Leonetti e i mesi d'oro al Casarano: "Di Bari una garanzia, peccato per quell'occasione a Brescia"
Arrivato a Casarano nella finestra di mercato invernale dopo la prima parte di stagione al Campobasso, Vito Leonetti si è inserito rapidamente nel sistema di gioco del tecnico Vito Di Bari, collezionando da gennaio in poi 19 presenze e 3 gol. L'attaccante barese, ai microfoni del Quotidiano di Puglia, traccia il bilancio dei suoi cinque mesi in rossazzurro: "Sono arrivato in un momento particolare della stagione, ho dovuto calarmi in fretta nella nuova dimensione, considerato che quello è stato il periodo degli infortuni a catena. Il mister si è ritrovato a volte a doversi inventare la formazione, eravamo in totale emergenza. Poi la situazione è migliorata, il Casarano si è ritrovato e da lì in avanti è stato un crescendo di prestazioni e risultati che hanno ripagato i nostri sforzi. I playoff sono stati esaltanti e hanno lanciato il Casarano tra le grandi della Serie C: raggiungere i quarti di finale della fase nazionale è un risultato di assoluto prestigio".
Sulla conferma di Di Bari in panchina, Leonetti non ha dubbi: "Avere Di Bari in panchina è una garanzia codificata, perché è un allenatore totale, che sa valorizzare il gruppo ma allo stesso tempo sa parlare con il singolo e trarne il meglio. Predilige un calcio propositivo che abbiamo cercato di sviluppare secondo le sue indicazioni, fornendo prestazioni importanti anche in piazze come Monopoli, Cosenza e Renate, con dieci gol all'attivo in trasferta. Ritrovarci farà bene al gruppo". Un rimpianto resta, legato allo 0-3 casalingo subito contro l'Union Brescia nell'andata dei quarti playoff: "Nella gara di ritorno a Brescia, poco prima della fine del primo tempo, ho avuto una ghiotta occasione da gol non concretizzata. Chiudere in vantaggio poteva darci slancio, chissà cosa poteva succedere. Ma nel calcio contano i risultati del campo. Al Casarano va dato atto di aver onorato al massimo l'impegno della post stagione".

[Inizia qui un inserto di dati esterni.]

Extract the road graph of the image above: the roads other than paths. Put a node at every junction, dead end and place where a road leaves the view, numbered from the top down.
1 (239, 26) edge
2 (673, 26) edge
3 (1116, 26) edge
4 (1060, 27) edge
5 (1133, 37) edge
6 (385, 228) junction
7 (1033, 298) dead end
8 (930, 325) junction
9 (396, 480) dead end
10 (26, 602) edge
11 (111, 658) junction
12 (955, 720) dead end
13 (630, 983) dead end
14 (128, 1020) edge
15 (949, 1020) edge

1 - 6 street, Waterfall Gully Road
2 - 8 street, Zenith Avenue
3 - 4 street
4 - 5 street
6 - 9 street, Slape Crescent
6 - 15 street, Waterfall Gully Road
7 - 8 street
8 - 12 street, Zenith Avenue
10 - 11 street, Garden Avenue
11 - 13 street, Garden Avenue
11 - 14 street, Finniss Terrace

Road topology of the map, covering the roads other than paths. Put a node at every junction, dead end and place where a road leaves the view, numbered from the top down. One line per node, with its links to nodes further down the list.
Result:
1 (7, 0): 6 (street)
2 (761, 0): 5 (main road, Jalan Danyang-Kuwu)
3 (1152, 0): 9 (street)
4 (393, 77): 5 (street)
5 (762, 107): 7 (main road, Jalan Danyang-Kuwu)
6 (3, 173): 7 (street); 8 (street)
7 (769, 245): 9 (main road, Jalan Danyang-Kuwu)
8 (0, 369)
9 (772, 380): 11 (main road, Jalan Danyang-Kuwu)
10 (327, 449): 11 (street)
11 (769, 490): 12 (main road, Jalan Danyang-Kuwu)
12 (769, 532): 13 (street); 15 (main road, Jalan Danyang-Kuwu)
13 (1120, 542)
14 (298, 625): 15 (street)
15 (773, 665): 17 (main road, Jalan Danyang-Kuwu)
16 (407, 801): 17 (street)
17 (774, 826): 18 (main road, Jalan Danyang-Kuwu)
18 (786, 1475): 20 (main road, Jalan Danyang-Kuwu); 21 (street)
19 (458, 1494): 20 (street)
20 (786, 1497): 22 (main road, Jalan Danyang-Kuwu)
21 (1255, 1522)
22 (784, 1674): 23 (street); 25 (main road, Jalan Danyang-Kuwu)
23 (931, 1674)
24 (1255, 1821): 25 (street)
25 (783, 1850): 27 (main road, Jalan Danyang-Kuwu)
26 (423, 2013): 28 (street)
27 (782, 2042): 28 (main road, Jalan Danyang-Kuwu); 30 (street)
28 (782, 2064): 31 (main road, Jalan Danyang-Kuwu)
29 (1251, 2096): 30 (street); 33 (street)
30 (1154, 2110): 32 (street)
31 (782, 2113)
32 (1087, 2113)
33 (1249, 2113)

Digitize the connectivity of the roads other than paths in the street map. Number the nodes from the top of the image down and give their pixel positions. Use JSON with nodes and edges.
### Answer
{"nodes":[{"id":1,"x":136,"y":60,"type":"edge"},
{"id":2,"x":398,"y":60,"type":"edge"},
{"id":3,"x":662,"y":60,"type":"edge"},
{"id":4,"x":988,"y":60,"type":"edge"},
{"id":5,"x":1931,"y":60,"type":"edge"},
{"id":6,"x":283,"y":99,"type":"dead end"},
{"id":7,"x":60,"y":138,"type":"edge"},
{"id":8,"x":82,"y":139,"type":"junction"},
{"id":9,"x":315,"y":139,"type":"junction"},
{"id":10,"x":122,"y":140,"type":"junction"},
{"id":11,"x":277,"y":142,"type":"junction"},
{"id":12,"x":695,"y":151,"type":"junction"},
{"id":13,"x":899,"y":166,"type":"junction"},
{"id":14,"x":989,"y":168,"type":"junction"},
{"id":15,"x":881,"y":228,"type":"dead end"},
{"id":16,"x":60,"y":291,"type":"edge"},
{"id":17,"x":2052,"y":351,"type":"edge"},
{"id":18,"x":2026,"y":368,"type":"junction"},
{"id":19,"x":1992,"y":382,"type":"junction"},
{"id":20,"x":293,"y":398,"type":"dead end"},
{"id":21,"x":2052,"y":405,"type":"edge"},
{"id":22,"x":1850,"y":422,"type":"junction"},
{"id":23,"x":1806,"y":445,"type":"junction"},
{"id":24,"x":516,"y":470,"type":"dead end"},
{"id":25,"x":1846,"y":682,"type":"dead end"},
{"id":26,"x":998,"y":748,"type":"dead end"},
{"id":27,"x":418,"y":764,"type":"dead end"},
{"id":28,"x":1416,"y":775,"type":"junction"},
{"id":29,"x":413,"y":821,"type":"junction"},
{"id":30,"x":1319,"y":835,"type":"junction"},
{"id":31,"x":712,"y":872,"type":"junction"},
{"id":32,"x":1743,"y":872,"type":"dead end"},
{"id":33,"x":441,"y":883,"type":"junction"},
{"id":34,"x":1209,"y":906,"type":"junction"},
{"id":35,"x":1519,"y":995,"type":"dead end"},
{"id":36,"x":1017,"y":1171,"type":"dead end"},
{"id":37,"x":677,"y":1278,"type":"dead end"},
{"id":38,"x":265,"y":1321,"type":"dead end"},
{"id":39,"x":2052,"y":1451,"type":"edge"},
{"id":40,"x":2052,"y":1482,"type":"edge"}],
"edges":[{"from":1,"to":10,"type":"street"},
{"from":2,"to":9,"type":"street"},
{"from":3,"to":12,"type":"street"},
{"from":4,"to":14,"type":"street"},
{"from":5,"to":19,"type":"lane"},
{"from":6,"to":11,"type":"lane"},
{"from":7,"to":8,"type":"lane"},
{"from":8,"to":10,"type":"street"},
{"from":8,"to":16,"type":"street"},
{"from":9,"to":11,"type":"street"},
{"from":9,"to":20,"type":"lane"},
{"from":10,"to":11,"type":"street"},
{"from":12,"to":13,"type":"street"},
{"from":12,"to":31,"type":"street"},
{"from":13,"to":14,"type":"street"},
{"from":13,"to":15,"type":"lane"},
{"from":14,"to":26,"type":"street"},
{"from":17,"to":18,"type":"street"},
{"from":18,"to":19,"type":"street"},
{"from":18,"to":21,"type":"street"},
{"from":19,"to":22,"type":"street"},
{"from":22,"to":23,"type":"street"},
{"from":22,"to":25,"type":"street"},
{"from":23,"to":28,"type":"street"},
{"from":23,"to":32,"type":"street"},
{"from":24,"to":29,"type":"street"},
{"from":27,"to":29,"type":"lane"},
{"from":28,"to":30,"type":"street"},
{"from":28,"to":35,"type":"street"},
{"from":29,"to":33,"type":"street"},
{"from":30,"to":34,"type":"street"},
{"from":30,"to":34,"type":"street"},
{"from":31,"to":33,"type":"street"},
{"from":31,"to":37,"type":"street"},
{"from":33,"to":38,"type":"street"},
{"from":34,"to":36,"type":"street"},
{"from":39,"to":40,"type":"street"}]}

Sul derby con il Bari, da barese e da ex delle giovanili biancorosse, Leonetti ammette una certa amarezza: "È un derby affascinante che magari avrei preferito non ci fosse, perché il Bari meriterebbe di giocare in ben altra categoria. Non lo dico solo io, è un ragionamento condiviso da addetti ai lavori e non solo. Stiamo parlando di una città con un bacino di tifosi straripante, lo stesso discorso vale per Catania e Salerno". Il messaggio finale è dedicato a Igor Protti, scomparso dopo una grave malattia: "Rimarrà per sempre nel cuore dei tifosi del Bari, ha segnato tanti gol in biancorosso e ha fatto gioire un'intera città, un abbraccio sincero a tutta la sua famiglia". Un ricordo condiviso anche dal Casarano Calcio, che ha voluto omaggiare la memoria del bomber con un messaggio ufficiale sui propri canali.